No entanto, segundo os pesquisadores, a tecnologia pode ser aprimorada. Embora o dispositivo detectasse quase todo o conteúdo pornográfico, ocasionalmente dava um alarme falso. Para atender aos requisitos legais na China, a equipe de Xu teve que cobrir as áreas mais sensíveis de uma imagem de amostra, o que poderia reduzir o impacto visual. Eles também tiveram dificuldade em encontrar “material de treinamento” suficiente.

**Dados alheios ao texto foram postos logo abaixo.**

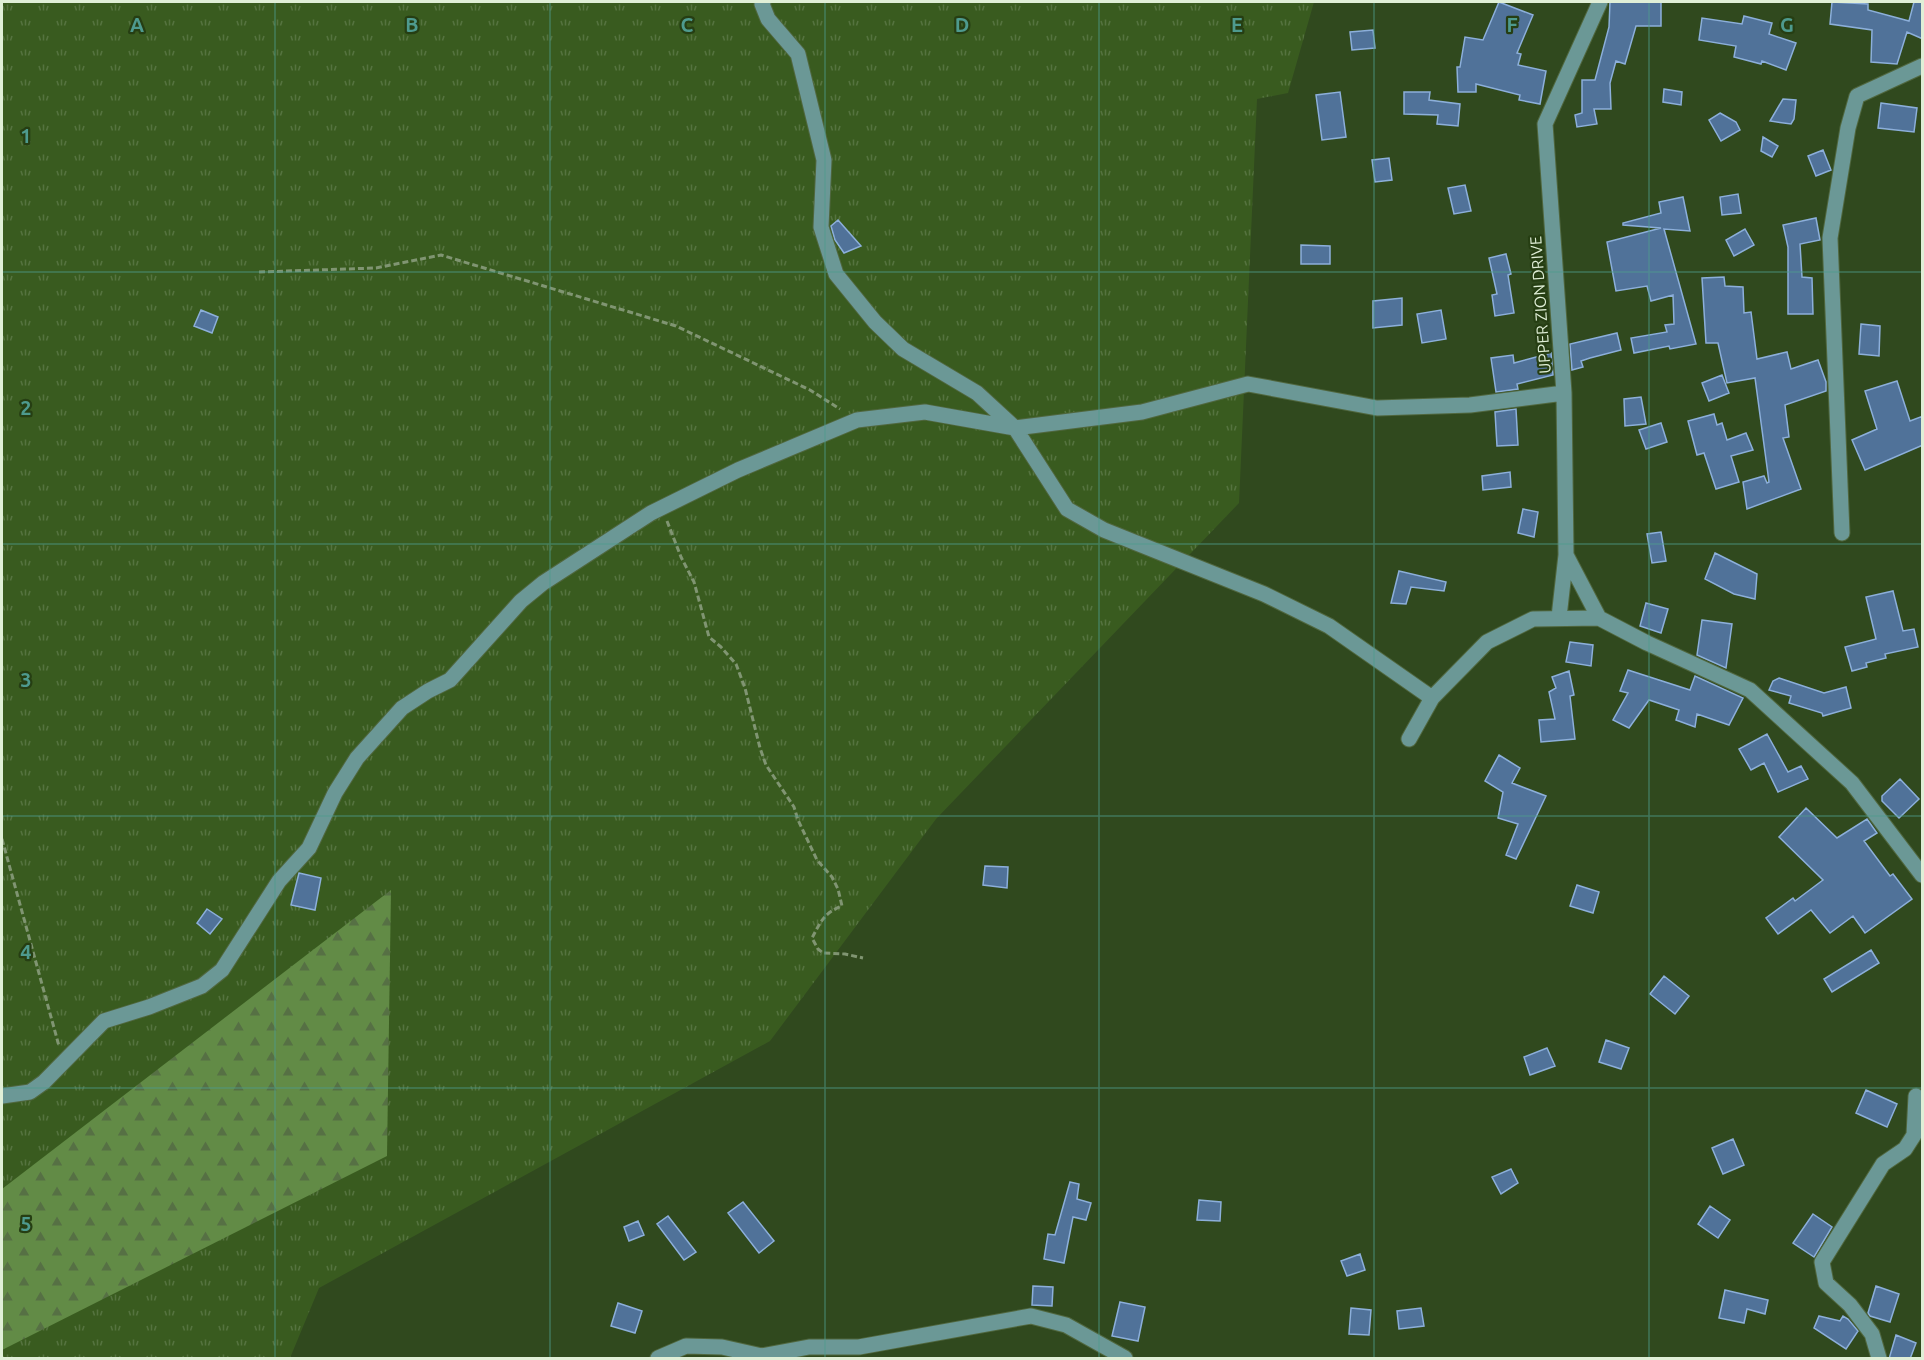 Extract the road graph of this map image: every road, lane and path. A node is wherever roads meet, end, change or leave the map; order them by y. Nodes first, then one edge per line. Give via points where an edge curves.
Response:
1 (763, 2) edge
2 (1600, 2) edge
3 (1923, 66) edge
4 (259, 272) dead end
5 (1564, 393) junction
6 (857, 420) junction
7 (1015, 428) junction
8 (663, 508) junction
9 (1842, 533) dead end
10 (1566, 555) junction
11 (1559, 617) junction
12 (1599, 618) junction
13 (1432, 698) junction
14 (1409, 740) dead end
15 (2, 839) edge
16 (1923, 875) edge
17 (863, 958) dead end
18 (64, 1062) junction
19 (2, 1096) edge
20 (1916, 1096) dead end
21 (658, 1359) edge
22 (1125, 1359) edge
23 (1880, 1359) edge

1 - 7 street via 768,19 798,54 824,160 821,227 836,274 903,349 977,393
2 - 5 street, UPPER ZION DRIVE via 1545,124
3 - 9 street via 1857,96 1848,128 1830,238
4 - 6 path via 376,268 441,255 676,326 810,390
5 - 7 street via 1470,405 1377,408 1248,384 1142,412
5 - 10 street, UPPER ZION DRIVE
6 - 7 street via 925,412
6 - 8 street via 738,470
7 - 13 street via 1067,509 1104,530 1264,594 1329,626
8 - 17 path via 694,582 709,637 736,663 766,765 794,807 817,860 838,889 842,906 829,911 812,938 823,953
8 - 18 street via 543,584 521,601 450,680 402,708 357,758 309,848 279,880 222,970 202,986 104,1021
10 - 11 street, UPPER ZION DRIVE
10 - 12 street
11 - 12 street
11 - 13 street via 1533,618 1487,642
12 - 16 street via 1750,690 1852,783
13 - 14 street
15 - 18 path
18 - 19 street via 30,1092
20 - 23 street via 1914,1135 1905,1149 1883,1164 1822,1262 1826,1283 1850,1305 1872,1334
21 - 22 street via 686,1346 722,1347 762,1356 808,1347 859,1347 1031,1316 1066,1324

Muitos jian huang shi são mulheres, mas nenhum voluntário participou deste programa, deixando sem resposta a questão de saber se o gênero afeta o desempenho do dispositivo. No artigo, os pesquisadores afirmaram que era necessário mais treinamento para melhorar o desempenho do dispositivo, que registrou uma precisão geral de mais de 80%. Um pesquisador que estuda a interface cérebro-máquina na Universidade de Ciência e Tecnologia da China em Hefei, Anhui, disse que a tecnologia pode causar problemas éticos, como violar a privacidade. “Não há lei que regule o uso desses dispositivos ou proteja os dados que eles coletam”, disse o pesquisador, que pediu para não ser identificado.